Noh explores the subconscious mind with her distinctive painting style, which blurs the lines between representational and abstract art. It gives her paintings an undefined, dreamlike quality. This quality is evident in Noh’s painting, TV, in which a young bride is seated in a room with floral wallpaper, a window veiled with a translucent white curtain, and a vintage television set. The bride holds a bouquet of orange flowers and appears to stare blankly at the TV screen. Her veil and dress are composed of a single white form and the flowers on the wallpaper are painted almost as vividly as the flowers in the bouquet. She is rendered with thin veils of paint, which gives her a delicate, ethereal appearance reminiscent of someone half-remembered from a dream.

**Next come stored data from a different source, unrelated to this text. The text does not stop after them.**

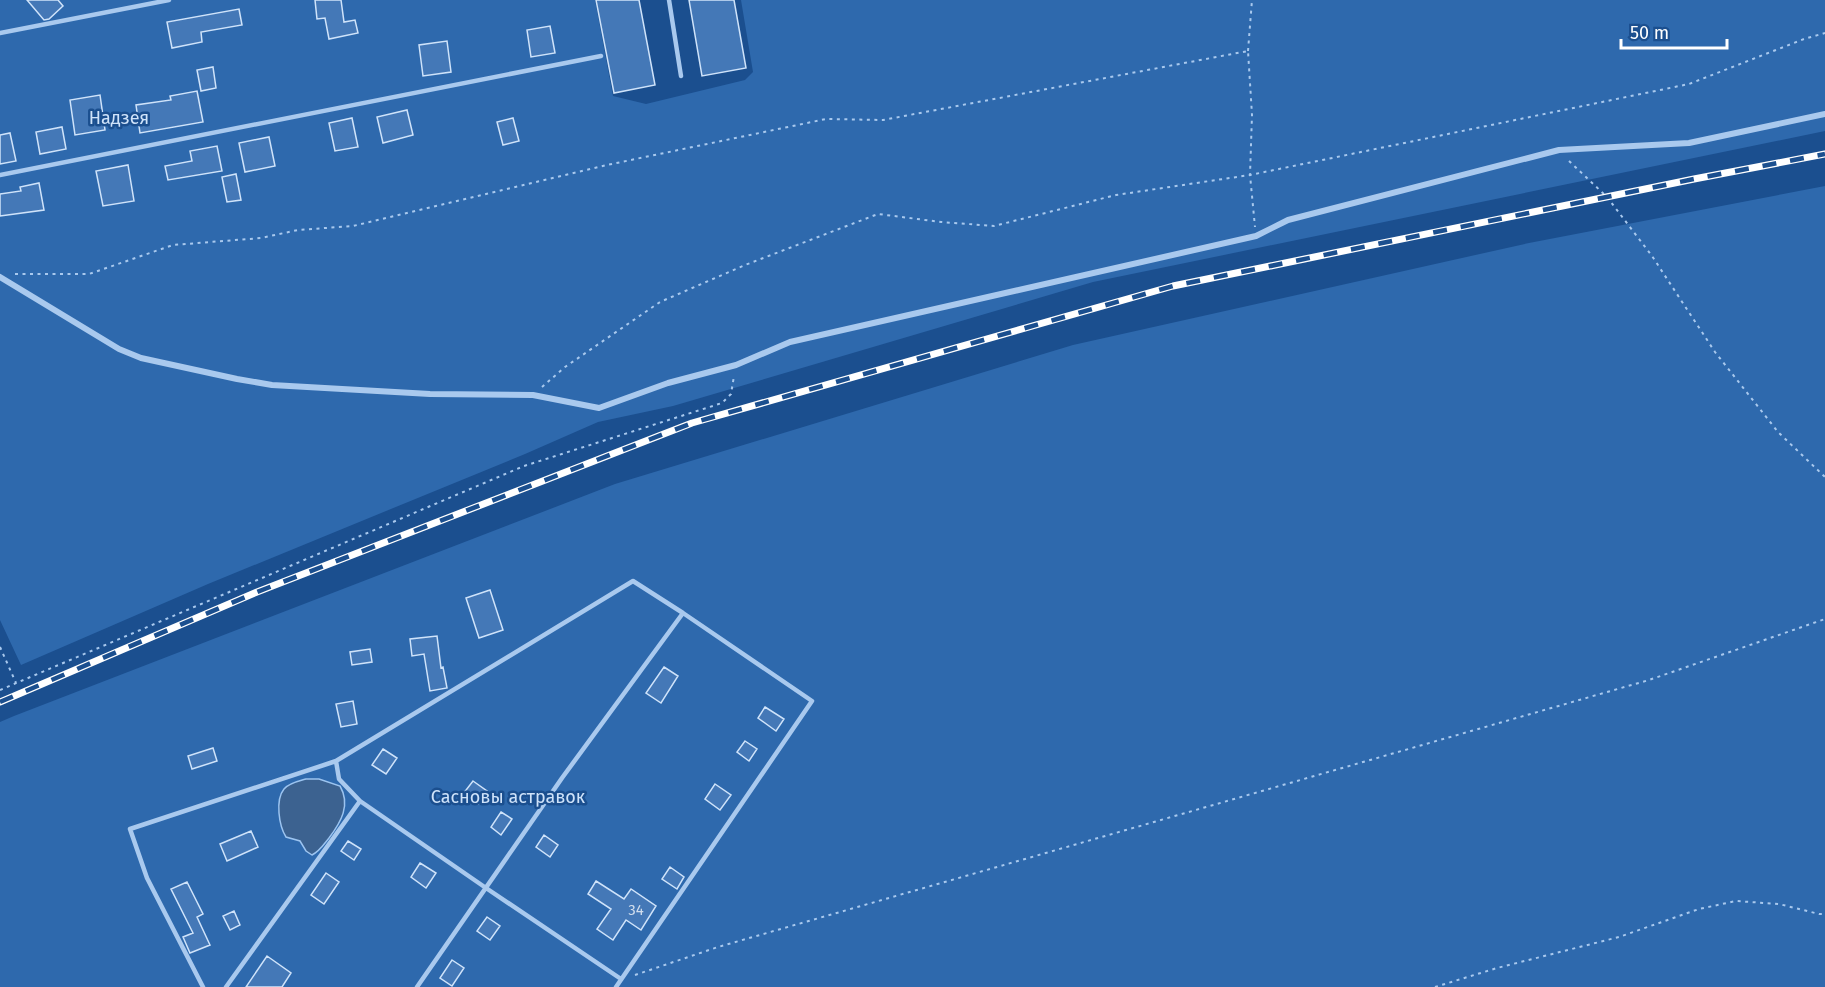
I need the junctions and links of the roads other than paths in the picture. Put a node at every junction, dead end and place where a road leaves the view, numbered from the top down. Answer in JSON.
{"nodes":[{"id":1,"x":169,"y":0,"type":"edge"},
{"id":2,"x":669,"y":0,"type":"edge"},
{"id":3,"x":0,"y":33,"type":"edge"},
{"id":4,"x":601,"y":56,"type":"dead end"},
{"id":5,"x":681,"y":76,"type":"dead end"},
{"id":6,"x":1825,"y":114,"type":"edge"},
{"id":7,"x":0,"y":175,"type":"edge"},
{"id":8,"x":0,"y":277,"type":"edge"},
{"id":9,"x":683,"y":613,"type":"junction"},
{"id":10,"x":336,"y":760,"type":"junction"},
{"id":11,"x":360,"y":801,"type":"junction"},
{"id":12,"x":486,"y":888,"type":"junction"},
{"id":13,"x":621,"y":980,"type":"junction"},
{"id":14,"x":203,"y":987,"type":"edge"},
{"id":15,"x":226,"y":987,"type":"edge"},
{"id":16,"x":417,"y":987,"type":"edge"},
{"id":17,"x":616,"y":987,"type":"edge"}],
"edges":[{"from":1,"to":3,"type":"lane"},
{"from":2,"to":5,"type":"lane"},
{"from":4,"to":7,"type":"lane"},
{"from":6,"to":8,"type":"street"},
{"from":9,"to":10,"type":"lane"},
{"from":9,"to":12,"type":"lane"},
{"from":9,"to":13,"type":"lane"},
{"from":10,"to":11,"type":"lane"},
{"from":10,"to":14,"type":"lane"},
{"from":11,"to":12,"type":"lane"},
{"from":11,"to":15,"type":"lane"},
{"from":12,"to":13,"type":"lane"},
{"from":12,"to":16,"type":"lane"},
{"from":13,"to":17,"type":"lane"}]}
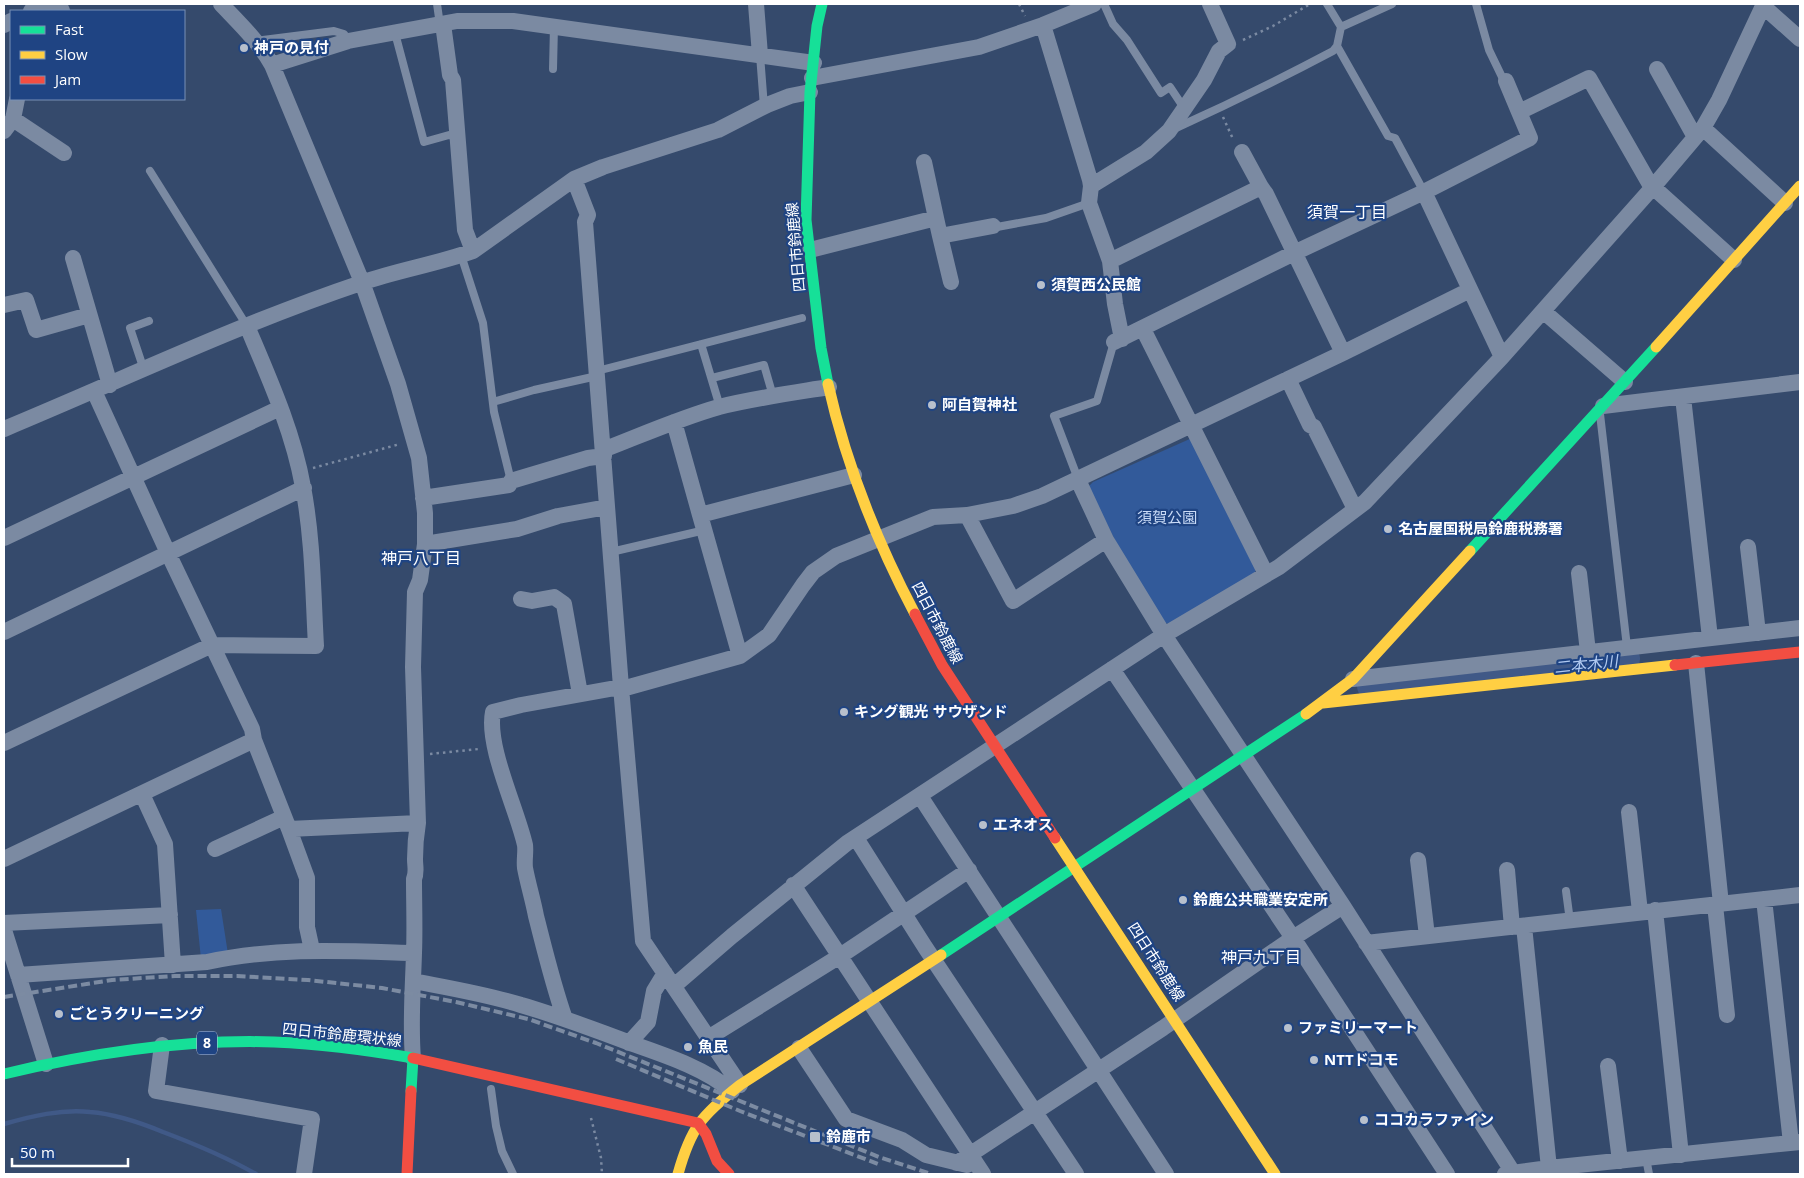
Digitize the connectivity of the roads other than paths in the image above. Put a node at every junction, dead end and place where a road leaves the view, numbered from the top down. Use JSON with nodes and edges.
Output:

The exhibit also includes paintings from Noh’s series Empirical Resolution. In Empirical Resolution Attempt 012, Attempt 061, and Attempt 123, Noh’s playfulness expands beyond her painting style. Similar to TV, these paintings depict ordinary moments, such as a person reading a newspaper whilst sitting on a toilet. They also contain everyday objects, including a juxtaposition of houseplants and headphones. Yet at the same time, Noh’s compositions include surreal elements such as a sunny side up egg draped over a rung of a ladder or a plant growing out of a floating head. Furthermore, the paintings in this series may be of special interest to the art nerds out there, since they contain a number of famous art historical “cameos” including Michelangelo’s David, Van Gogh’s Vase with Twelve Sunflowers, and Rothko’s Rust and Blue. But the viewer does not have to recognize or understand the art references to enjoy these paintings. Either way, viewers will enjoy the unique juxtapositions of geometric and organic forms in whimsical, dreamlike environments.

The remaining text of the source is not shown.